Entries taken from a collection
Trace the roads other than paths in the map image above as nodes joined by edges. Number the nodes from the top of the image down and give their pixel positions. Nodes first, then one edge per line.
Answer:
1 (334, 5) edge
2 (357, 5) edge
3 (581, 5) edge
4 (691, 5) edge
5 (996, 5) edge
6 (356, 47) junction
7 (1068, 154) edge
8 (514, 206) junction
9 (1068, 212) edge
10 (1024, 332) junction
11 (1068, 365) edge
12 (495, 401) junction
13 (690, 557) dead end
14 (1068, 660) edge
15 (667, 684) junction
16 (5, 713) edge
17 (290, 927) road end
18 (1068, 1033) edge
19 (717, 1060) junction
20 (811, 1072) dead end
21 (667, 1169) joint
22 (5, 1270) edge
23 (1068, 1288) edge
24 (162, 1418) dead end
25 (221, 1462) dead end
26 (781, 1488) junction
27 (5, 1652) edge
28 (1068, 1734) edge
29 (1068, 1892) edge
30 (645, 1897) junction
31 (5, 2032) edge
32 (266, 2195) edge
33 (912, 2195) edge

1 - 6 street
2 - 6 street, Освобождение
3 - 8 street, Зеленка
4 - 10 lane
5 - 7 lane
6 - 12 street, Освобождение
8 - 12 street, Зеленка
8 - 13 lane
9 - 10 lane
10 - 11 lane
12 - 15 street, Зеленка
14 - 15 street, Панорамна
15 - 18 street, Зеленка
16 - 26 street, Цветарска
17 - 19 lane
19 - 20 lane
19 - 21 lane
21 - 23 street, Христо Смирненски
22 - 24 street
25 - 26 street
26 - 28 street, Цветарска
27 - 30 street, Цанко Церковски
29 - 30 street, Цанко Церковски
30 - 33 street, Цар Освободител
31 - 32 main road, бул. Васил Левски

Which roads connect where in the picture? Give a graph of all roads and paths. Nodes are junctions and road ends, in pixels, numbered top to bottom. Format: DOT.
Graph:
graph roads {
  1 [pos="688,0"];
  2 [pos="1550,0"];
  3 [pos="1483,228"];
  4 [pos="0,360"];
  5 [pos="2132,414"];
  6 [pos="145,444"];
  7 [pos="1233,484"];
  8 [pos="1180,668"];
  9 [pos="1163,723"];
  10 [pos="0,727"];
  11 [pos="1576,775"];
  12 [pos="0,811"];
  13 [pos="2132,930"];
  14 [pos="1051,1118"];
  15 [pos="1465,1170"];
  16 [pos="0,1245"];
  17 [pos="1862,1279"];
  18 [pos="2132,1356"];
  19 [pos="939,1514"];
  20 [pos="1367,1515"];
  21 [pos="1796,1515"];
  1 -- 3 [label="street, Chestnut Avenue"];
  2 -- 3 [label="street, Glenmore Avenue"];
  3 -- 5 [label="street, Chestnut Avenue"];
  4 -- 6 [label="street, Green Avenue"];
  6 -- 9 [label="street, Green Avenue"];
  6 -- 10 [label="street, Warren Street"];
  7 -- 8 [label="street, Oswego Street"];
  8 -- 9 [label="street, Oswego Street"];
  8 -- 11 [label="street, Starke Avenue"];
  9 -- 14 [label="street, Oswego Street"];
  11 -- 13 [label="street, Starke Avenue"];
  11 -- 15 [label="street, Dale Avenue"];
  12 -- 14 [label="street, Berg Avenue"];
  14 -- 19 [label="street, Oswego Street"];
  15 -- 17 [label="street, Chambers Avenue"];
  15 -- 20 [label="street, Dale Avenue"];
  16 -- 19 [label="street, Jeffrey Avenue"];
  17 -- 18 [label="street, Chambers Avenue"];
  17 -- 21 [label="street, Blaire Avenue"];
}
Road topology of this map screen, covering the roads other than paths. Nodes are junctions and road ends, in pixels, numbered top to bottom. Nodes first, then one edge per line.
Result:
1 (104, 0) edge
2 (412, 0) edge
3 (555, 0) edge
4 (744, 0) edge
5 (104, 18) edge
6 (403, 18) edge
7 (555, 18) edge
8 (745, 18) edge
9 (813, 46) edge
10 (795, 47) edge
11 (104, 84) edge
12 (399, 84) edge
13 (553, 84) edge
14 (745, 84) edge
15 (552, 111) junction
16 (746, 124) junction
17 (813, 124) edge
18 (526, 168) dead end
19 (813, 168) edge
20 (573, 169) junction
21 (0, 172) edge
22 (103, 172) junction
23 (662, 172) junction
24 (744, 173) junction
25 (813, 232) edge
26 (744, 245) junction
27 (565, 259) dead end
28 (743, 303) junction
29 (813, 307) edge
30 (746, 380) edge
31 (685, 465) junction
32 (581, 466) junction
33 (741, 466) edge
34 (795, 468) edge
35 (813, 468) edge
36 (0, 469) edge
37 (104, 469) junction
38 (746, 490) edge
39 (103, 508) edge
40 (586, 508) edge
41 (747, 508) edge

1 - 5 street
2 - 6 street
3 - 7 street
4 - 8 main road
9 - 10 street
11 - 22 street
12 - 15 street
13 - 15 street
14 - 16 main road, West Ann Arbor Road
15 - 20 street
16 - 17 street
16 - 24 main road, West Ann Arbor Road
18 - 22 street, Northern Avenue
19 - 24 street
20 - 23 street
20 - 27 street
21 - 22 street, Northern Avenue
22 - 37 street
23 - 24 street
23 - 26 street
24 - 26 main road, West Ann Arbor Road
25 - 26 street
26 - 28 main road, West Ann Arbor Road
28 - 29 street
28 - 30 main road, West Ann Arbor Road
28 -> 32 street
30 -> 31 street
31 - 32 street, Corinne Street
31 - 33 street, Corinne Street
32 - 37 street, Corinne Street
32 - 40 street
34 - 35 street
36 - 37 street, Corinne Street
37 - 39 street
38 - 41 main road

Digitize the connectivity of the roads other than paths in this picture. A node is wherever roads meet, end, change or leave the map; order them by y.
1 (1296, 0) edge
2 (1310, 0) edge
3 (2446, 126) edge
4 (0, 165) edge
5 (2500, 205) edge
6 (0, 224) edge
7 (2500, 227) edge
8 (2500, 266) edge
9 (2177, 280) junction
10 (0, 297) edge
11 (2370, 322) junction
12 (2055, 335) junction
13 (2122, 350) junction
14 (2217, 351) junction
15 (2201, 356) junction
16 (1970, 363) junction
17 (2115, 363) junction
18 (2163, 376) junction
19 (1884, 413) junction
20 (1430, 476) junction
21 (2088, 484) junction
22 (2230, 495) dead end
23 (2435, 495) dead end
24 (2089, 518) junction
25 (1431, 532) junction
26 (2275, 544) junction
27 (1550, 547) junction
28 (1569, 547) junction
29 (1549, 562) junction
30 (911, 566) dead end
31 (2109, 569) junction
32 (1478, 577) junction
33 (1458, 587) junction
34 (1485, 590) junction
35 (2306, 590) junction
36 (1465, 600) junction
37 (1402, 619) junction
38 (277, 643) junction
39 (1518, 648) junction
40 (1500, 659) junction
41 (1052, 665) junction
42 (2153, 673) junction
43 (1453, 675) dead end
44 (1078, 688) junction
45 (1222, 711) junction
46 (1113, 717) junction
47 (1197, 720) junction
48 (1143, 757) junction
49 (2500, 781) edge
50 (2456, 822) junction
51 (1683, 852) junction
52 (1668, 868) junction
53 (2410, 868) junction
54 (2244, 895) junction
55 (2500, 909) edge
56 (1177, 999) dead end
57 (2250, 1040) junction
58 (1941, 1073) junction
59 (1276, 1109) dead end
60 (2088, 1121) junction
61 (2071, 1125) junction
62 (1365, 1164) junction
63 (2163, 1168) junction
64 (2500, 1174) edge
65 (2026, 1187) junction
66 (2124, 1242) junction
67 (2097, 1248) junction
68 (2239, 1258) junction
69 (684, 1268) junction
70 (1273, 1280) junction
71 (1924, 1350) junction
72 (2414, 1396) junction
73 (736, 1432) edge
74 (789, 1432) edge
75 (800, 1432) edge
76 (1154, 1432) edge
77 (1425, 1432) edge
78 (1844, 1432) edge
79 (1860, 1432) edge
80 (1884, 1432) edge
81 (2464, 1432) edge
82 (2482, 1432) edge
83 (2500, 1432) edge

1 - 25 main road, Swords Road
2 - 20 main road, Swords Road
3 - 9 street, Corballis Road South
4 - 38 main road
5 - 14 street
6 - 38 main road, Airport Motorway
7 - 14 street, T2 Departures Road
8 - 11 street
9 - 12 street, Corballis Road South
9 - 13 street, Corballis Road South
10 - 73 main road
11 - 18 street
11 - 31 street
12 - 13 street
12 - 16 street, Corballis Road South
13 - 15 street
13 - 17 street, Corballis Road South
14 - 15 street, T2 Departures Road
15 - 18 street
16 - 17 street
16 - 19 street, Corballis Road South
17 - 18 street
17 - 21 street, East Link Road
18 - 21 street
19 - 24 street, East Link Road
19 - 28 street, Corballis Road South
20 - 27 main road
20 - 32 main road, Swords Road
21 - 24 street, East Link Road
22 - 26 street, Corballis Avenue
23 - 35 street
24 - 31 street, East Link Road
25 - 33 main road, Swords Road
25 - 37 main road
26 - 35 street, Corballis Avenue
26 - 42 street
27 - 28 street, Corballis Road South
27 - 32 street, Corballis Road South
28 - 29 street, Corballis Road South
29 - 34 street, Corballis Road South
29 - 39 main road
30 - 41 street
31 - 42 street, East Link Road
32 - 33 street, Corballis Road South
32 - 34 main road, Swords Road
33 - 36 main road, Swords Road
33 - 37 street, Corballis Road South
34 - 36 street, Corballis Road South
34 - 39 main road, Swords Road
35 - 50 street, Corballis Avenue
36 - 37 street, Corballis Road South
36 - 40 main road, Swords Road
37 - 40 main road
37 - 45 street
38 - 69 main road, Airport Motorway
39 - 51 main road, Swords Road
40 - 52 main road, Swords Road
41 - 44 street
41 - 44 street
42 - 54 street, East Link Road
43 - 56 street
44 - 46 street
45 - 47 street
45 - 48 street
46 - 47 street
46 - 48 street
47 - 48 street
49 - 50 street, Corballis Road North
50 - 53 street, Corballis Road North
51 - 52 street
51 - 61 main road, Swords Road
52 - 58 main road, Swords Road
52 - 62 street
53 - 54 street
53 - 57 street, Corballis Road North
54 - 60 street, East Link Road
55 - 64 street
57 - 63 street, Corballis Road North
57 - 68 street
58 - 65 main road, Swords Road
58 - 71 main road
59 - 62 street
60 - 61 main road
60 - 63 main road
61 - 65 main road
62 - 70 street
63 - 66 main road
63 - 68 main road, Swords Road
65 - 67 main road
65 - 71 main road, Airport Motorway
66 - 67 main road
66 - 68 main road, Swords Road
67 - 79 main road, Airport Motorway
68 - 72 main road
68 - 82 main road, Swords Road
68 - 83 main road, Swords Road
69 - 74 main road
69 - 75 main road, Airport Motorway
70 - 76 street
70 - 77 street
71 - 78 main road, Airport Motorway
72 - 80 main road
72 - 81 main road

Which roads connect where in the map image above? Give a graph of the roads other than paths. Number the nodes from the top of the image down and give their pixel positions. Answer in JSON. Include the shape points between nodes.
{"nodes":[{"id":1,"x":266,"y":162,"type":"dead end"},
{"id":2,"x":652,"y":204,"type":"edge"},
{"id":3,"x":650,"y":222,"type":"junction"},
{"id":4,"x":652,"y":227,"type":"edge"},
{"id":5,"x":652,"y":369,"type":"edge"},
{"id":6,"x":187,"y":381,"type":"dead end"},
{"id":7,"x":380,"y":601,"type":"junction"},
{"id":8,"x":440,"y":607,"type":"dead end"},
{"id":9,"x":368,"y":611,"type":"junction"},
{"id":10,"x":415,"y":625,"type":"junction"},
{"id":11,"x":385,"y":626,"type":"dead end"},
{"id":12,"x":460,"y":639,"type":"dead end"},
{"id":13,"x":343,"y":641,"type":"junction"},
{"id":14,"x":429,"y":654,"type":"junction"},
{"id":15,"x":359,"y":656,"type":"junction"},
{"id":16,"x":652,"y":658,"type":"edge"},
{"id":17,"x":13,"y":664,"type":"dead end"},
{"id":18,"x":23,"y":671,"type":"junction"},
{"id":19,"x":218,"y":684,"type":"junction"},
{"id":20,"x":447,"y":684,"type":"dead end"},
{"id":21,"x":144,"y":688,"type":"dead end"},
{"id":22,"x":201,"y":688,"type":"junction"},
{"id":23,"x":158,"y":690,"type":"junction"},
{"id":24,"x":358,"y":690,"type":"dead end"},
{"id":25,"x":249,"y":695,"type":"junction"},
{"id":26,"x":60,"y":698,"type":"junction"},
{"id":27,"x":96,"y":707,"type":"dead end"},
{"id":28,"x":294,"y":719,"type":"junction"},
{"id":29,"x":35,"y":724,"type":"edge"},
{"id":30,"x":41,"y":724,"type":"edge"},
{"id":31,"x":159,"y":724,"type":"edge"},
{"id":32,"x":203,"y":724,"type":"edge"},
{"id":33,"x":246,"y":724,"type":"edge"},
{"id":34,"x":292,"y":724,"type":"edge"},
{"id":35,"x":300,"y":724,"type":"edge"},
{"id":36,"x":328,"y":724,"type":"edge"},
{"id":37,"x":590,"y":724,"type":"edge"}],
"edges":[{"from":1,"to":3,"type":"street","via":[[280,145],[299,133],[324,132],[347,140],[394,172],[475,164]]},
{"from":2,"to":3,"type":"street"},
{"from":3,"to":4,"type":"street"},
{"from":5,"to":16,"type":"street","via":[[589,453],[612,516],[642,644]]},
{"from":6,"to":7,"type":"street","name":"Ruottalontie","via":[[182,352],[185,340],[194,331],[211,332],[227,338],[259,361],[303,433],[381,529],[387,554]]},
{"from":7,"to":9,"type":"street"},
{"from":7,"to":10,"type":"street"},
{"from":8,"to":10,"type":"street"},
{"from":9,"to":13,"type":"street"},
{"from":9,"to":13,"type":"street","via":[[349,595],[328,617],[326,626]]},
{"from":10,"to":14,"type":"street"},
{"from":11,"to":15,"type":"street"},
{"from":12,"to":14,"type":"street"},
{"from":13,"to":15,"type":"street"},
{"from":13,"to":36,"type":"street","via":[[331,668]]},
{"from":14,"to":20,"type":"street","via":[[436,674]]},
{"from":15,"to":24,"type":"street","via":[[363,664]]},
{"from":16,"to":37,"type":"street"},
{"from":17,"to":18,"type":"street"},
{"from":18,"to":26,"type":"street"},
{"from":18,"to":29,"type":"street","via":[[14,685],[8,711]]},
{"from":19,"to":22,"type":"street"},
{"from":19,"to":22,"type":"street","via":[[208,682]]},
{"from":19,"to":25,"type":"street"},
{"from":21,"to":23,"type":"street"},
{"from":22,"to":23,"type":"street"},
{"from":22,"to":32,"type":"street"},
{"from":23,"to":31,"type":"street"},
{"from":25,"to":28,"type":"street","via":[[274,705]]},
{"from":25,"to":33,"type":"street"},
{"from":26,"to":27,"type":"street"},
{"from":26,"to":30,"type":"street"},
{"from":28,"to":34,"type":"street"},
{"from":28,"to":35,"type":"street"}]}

◆ **Exercise**:
Across all the entries, how many lines hold the string "pixels"? Only the number is needed.

◆ **Written response**:
2